**Collected data**.
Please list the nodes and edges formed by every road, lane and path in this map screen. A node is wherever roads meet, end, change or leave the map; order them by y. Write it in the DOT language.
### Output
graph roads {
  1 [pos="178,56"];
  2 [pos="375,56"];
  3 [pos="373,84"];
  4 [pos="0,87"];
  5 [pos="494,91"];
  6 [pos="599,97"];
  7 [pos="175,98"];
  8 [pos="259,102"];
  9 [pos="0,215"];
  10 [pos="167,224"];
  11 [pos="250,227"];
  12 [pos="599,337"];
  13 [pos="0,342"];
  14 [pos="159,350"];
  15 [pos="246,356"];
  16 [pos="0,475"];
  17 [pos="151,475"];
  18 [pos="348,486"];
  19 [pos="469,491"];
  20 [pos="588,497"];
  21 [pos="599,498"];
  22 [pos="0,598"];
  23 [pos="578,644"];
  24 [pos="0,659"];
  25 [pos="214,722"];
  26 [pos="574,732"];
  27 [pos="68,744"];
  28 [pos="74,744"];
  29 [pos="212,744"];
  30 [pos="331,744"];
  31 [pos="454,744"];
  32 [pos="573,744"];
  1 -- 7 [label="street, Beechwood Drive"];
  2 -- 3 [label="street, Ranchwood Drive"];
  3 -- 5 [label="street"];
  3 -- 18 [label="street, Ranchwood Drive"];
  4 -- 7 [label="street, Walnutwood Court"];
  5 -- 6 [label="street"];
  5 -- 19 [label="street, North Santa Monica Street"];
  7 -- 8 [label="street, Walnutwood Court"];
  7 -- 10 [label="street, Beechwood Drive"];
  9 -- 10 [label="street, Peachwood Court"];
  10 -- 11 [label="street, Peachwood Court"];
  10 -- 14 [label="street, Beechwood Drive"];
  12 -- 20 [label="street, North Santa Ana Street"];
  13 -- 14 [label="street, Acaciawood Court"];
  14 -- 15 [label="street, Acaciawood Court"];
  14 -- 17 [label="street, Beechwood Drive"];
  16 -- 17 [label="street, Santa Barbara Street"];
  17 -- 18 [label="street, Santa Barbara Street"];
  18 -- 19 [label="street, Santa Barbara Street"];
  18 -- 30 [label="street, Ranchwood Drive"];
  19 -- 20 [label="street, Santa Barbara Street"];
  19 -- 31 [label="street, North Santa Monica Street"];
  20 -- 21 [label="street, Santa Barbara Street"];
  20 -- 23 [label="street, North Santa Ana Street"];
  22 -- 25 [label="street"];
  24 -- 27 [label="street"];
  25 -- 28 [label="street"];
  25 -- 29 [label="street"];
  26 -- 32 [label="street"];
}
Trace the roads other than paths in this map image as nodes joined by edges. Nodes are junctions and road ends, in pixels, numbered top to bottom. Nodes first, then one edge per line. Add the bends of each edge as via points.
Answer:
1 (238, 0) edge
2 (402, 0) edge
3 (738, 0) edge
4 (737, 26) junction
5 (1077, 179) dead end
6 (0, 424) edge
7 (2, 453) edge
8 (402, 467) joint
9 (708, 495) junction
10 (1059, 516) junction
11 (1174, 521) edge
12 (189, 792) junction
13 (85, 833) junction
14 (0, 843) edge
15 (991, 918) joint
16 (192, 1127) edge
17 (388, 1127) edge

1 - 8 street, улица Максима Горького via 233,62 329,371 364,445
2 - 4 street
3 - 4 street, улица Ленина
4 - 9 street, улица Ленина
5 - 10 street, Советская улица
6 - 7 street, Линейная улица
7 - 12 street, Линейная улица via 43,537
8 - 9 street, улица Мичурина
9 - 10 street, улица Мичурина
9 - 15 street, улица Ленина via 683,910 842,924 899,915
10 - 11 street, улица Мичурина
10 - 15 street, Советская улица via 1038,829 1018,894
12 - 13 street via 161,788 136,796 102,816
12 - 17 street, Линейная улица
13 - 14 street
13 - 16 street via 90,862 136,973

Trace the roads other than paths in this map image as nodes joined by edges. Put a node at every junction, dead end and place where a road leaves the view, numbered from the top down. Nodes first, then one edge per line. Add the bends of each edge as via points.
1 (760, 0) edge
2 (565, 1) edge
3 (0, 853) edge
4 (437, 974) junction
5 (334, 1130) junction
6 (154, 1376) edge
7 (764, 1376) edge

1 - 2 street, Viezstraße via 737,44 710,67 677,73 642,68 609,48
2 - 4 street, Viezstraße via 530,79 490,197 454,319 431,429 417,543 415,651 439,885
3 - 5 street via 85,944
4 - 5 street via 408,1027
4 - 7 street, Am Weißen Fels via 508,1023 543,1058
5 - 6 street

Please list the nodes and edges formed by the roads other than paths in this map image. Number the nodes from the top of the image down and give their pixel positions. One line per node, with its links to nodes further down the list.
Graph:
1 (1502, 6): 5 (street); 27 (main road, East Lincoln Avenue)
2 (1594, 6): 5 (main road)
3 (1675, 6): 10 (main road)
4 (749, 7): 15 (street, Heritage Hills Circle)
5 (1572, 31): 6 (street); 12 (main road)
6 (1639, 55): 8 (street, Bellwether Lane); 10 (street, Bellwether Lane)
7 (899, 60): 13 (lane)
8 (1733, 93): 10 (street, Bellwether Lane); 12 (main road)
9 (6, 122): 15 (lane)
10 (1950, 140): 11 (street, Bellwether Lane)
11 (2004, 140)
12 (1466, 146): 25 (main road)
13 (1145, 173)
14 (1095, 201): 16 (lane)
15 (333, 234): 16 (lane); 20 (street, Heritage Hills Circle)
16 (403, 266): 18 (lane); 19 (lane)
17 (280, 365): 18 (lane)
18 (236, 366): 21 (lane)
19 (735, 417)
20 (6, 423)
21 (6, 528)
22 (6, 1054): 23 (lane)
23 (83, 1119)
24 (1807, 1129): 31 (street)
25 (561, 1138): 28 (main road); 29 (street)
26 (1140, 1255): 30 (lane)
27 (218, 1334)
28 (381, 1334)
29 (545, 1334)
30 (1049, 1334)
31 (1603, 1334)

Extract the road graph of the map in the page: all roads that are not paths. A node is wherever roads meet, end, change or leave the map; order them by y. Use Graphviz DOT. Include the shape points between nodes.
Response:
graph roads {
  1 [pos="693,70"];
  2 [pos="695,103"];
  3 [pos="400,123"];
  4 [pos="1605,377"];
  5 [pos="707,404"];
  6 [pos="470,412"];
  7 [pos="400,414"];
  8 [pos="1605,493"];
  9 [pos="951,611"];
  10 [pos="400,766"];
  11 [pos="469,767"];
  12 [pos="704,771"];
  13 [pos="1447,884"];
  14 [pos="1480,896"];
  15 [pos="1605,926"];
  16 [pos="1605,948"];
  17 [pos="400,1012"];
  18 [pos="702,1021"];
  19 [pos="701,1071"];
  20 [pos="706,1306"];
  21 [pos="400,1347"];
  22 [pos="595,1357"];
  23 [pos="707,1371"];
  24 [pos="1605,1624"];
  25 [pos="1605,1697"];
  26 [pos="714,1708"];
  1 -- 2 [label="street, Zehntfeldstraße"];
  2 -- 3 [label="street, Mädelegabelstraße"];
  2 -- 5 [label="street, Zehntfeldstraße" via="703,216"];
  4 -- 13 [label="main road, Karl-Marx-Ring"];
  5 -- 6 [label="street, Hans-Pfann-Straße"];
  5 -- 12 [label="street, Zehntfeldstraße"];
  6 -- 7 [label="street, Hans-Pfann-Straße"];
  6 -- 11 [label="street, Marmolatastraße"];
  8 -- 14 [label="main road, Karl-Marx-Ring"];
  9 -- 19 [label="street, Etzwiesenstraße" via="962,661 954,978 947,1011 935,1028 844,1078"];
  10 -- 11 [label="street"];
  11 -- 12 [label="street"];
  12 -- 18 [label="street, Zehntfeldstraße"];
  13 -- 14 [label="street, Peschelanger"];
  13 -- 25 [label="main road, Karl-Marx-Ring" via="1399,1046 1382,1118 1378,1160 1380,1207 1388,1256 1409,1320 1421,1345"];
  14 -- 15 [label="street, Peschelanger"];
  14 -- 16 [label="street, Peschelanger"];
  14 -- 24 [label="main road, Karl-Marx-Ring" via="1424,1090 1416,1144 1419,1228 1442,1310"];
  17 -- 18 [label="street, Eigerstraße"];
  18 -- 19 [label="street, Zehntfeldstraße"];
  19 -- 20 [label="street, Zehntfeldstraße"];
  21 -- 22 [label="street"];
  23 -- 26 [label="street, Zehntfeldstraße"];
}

**Your instructions**. Copy each line of the records that contains the word "list".

**Written response**.
Please list the nodes and edges formed by every road, lane and path in this map screen. A node is wherever roads meet, end, change or leave the map; order them by y. Write it in the DOT language.
Please list the nodes and edges formed by the roads other than paths in this map image. Number the nodes from the top of the image down and give their pixel positions. One line per node, with its links to nodes further down the list.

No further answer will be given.